START Data
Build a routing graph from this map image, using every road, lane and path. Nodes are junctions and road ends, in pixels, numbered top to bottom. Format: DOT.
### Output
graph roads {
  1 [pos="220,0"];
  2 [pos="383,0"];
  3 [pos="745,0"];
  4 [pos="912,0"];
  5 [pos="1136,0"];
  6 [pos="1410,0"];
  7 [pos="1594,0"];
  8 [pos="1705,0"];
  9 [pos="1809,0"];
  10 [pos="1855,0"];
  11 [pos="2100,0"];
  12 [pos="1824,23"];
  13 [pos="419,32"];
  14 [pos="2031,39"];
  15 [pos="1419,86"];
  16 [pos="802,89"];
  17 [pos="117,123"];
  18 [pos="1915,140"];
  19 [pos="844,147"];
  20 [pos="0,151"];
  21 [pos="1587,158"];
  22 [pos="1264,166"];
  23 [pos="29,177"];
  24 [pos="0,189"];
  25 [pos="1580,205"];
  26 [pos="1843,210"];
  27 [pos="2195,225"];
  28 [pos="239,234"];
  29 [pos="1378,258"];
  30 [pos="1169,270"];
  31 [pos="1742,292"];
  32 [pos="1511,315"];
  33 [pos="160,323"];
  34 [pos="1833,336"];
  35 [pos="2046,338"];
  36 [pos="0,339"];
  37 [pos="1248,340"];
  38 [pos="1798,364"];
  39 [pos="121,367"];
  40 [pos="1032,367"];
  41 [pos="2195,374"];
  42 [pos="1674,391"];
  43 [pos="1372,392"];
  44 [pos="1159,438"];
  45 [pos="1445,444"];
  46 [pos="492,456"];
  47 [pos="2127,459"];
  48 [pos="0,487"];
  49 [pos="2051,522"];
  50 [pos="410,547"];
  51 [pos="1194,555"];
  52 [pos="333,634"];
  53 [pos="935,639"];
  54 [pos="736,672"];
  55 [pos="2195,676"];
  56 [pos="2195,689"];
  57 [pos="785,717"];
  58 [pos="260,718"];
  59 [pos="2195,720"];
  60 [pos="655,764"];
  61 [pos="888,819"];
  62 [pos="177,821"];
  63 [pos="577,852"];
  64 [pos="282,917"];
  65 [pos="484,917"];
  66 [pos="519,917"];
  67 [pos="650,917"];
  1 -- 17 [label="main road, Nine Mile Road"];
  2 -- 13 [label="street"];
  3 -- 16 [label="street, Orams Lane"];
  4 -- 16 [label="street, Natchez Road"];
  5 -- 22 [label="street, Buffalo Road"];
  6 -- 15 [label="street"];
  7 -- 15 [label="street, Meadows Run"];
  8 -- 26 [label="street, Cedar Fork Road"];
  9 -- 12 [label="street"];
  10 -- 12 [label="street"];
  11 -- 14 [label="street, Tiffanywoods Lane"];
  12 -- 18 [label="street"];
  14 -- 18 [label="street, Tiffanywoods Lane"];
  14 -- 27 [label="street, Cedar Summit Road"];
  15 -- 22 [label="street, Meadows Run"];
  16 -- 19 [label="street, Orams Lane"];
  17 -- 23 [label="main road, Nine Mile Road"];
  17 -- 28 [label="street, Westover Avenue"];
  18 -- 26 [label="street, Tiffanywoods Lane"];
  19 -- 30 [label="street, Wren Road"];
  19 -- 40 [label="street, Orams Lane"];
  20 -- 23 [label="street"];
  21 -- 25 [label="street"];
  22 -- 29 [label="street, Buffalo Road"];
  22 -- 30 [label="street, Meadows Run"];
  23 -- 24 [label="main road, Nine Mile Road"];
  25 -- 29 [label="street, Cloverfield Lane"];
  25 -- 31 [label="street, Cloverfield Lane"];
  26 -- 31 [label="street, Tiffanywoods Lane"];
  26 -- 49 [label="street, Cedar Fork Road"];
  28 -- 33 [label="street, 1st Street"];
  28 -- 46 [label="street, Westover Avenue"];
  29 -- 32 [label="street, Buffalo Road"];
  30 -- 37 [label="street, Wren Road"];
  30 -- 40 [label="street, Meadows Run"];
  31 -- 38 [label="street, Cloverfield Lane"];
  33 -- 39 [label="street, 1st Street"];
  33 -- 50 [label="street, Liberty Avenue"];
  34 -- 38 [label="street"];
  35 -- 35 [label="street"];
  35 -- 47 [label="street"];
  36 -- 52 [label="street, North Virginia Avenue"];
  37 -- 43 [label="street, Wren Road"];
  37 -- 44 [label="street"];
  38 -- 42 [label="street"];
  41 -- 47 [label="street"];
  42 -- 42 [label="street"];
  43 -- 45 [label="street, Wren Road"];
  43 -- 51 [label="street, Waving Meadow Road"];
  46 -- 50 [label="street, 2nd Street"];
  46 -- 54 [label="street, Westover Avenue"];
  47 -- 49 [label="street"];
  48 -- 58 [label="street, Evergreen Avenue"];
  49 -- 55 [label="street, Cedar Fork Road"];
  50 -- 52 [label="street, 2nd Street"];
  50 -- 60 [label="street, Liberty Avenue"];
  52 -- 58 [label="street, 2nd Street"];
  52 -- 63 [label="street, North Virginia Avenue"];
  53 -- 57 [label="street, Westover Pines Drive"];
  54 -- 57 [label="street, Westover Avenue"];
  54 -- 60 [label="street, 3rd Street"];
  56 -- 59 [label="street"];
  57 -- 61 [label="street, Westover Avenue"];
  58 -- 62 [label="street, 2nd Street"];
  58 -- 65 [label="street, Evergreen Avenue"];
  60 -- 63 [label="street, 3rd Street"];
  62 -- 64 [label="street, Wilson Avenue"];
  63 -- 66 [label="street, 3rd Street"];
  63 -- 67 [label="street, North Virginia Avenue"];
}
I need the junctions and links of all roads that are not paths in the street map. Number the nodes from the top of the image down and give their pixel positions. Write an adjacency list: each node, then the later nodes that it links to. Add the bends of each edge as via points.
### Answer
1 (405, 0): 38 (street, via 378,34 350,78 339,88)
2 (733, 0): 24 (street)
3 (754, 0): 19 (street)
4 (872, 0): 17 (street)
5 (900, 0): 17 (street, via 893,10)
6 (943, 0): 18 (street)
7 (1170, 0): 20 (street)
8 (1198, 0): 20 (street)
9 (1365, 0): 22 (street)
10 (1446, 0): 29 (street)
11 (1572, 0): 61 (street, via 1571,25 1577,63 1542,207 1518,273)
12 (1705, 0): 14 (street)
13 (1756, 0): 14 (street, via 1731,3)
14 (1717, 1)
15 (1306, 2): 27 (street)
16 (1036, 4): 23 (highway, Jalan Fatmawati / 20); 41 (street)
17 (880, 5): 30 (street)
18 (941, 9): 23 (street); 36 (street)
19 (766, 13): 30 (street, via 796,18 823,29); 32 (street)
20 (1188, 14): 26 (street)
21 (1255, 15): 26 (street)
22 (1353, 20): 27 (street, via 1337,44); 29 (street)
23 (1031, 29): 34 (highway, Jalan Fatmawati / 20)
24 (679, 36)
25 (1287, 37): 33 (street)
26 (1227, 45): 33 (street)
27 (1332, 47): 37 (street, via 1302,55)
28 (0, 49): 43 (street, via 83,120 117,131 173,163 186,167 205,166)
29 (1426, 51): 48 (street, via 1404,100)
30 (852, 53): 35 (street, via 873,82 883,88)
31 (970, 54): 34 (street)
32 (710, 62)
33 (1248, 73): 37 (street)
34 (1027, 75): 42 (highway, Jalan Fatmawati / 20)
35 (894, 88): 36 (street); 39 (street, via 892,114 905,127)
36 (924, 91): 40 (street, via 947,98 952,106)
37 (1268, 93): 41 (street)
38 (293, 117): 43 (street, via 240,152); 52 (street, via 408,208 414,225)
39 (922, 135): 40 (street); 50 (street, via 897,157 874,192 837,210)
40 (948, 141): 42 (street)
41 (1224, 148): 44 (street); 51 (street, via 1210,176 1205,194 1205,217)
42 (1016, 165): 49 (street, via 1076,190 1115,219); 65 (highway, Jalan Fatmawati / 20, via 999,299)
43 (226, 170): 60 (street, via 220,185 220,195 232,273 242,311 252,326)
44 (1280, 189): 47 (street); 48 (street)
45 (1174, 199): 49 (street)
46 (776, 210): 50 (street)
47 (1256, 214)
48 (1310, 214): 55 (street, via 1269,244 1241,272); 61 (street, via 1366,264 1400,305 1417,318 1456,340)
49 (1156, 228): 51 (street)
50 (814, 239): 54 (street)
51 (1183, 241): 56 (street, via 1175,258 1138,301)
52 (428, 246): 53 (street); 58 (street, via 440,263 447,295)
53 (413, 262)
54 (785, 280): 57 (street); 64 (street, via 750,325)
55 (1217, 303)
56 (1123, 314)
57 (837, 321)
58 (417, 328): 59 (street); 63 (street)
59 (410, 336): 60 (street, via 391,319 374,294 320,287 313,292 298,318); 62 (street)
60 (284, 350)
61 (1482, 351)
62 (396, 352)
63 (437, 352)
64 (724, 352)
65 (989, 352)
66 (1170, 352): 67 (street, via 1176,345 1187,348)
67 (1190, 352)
END Data
Your objective :: Some lines above hold the word "Cedar". Copy all of them.

Result of the exercise ::
  8 -- 26 [label="street, Cedar Fork Road"];
  14 -- 27 [label="street, Cedar Summit Road"];
  26 -- 49 [label="street, Cedar Fork Road"];
  49 -- 55 [label="street, Cedar Fork Road"];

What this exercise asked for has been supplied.